Isserley conduce por las carreteras de Escocia buscando algo que el resto de la gente acostumbra a evitar: autoestopistas. Con un cuidado extremo observa a los que se encuentra en su camino, da un par de pasadas por delante y, si cumplen sus requisitos, se detiene a recogerlos. Se pueden imaginar que poco importa el destino: siempre van en su misma dirección. Sin embargo su suerte no está todavía echada. Comienza entonces un análisis más exhaustivo. ¿Viven en familia? ¿Tienen trabajo? ¿Alguien los echará en falta si decide “llevárselos”? Mientras se inicia una conversación llegan los únicos fragmentos en los que el narrador se aleja de Isserley para centrarse en lo que observan sus “presas”; unos párrafos en los que somos más conscientes de sus singularidades. Su peculiar apariencia física; ese cuerpo recorrido por incontables cicatrices que apenas acierta a disimular; un busto generoso, siempre a la vista a modo de anzuelo; su directa y un tanto pueril forma de manejar la charla. Entonces, de vuelta a Isserley, llega el juicio definitivo. El momento de decidir si son o no apropiados; si existe o no riesgo en tomarlos; si debe apretar el botón escondido en el salpicadero del vehículo para dormirlos o si debe dejarlos en algún arcén de las Highlands sanos y salvos.
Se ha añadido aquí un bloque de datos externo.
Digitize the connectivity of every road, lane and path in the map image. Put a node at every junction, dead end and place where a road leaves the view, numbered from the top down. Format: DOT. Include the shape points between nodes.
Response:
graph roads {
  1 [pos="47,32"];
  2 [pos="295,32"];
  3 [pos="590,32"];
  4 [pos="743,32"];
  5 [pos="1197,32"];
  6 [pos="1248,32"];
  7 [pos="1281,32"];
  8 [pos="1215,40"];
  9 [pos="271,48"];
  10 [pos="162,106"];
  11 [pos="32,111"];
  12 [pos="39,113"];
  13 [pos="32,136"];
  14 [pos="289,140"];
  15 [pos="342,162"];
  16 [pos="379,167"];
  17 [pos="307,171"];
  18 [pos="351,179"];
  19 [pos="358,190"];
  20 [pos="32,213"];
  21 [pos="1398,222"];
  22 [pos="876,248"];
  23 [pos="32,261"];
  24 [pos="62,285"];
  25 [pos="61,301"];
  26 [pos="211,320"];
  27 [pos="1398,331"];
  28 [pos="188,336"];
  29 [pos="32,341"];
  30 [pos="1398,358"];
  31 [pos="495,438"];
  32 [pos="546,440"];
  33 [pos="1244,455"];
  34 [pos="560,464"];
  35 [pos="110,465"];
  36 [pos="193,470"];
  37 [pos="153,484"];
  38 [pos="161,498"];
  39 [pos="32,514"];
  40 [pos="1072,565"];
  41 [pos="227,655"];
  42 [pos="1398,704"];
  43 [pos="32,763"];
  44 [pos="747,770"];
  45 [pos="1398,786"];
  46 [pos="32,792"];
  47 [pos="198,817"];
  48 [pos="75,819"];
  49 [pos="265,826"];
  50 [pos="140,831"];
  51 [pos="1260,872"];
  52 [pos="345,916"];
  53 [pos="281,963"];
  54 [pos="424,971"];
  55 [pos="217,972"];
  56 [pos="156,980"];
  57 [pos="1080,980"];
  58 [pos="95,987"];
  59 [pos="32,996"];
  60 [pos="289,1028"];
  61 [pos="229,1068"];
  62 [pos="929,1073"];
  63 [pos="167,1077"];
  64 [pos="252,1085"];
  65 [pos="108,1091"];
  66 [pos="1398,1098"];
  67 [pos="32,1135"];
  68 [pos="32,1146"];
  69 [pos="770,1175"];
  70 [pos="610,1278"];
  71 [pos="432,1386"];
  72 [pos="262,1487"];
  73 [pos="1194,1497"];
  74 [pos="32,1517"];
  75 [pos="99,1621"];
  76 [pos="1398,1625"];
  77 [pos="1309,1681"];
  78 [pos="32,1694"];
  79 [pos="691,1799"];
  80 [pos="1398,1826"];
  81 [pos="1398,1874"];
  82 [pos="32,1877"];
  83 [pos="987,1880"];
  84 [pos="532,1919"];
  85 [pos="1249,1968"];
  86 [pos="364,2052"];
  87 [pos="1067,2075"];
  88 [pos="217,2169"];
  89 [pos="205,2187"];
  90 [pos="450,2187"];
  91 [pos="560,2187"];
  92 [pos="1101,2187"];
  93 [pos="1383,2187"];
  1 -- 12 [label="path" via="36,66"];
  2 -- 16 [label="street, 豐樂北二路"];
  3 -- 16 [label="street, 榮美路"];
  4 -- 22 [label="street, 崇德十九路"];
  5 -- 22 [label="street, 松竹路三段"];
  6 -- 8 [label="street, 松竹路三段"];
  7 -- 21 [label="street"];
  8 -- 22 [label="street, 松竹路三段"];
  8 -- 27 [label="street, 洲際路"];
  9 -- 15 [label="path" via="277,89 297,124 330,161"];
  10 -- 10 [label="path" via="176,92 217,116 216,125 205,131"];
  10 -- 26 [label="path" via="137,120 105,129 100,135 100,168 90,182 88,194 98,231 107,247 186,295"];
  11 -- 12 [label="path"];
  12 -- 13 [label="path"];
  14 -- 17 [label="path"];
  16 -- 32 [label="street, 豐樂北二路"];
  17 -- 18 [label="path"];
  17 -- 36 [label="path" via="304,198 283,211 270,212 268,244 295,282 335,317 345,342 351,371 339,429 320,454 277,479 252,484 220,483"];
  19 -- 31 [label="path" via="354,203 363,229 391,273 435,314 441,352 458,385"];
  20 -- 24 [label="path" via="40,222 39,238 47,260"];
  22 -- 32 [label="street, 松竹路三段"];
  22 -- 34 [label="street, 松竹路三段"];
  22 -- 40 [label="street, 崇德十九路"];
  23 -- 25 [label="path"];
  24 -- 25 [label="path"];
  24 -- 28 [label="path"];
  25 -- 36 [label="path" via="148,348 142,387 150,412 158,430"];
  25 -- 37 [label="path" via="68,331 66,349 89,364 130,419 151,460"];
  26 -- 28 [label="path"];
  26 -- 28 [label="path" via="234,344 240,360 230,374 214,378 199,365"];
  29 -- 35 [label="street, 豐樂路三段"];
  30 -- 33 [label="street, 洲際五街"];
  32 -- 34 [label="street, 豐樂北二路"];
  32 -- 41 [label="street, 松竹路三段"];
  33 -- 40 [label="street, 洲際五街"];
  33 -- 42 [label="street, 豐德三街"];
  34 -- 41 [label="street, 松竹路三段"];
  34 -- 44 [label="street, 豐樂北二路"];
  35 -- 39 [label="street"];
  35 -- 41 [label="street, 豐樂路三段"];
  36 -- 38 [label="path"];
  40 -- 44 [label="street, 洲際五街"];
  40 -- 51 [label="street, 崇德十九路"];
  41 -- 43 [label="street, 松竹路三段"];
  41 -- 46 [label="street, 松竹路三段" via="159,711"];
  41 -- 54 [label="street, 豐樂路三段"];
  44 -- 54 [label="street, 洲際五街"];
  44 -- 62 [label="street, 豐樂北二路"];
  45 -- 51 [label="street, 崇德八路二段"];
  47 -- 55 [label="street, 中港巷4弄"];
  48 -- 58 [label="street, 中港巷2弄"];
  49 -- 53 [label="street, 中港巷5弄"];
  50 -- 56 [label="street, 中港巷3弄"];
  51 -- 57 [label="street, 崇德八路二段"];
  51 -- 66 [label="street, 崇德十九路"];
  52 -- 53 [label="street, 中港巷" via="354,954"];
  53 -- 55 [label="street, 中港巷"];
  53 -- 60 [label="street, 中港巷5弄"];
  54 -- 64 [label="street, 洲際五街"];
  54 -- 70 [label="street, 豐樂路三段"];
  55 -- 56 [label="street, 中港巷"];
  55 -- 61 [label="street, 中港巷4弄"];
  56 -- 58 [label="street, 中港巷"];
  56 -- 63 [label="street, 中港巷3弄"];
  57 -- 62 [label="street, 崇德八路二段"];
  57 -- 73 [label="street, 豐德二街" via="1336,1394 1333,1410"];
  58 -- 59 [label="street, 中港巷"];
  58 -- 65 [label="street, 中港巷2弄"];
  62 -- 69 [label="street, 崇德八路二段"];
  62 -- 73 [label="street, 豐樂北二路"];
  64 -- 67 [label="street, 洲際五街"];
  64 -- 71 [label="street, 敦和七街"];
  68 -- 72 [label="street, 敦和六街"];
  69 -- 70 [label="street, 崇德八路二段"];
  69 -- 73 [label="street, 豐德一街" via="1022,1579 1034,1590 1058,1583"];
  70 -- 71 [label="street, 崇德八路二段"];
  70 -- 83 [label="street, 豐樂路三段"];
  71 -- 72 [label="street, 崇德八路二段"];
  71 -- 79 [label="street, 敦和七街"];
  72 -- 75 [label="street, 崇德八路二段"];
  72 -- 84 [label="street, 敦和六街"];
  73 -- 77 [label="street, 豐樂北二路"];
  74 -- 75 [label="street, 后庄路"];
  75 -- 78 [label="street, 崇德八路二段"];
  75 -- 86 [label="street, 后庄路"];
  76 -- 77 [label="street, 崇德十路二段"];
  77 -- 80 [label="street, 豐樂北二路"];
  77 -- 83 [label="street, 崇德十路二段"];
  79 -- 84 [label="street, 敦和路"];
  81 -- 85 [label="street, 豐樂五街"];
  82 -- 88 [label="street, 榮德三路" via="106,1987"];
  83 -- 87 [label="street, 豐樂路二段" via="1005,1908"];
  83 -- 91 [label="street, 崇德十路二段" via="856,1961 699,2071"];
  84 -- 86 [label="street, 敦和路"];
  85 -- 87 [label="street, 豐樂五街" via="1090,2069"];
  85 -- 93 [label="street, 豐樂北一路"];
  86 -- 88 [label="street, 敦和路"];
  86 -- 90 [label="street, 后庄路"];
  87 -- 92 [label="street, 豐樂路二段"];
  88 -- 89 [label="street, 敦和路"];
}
Este es el inicio de Bajo la piel. El relato de una práctica que se repite una docena de ocasiones, contada con la misma asepsia con la que su narrador observa los actos y pensamientos de Isserley. Hay mucha frialdad y claustrofobia detrás de su rutina y los rituales a los que se aferra en una realidad en la que debiera haber sido una presa y donde, sin embargo, medra como un eficiente depredador. Asimismo es un baluarte para sus compañeros, un trabajador indispensable del que dependen sus congéneres pero al que observan como un bicho raro. Llegar hasta su posición implicó demasiados sacrificios.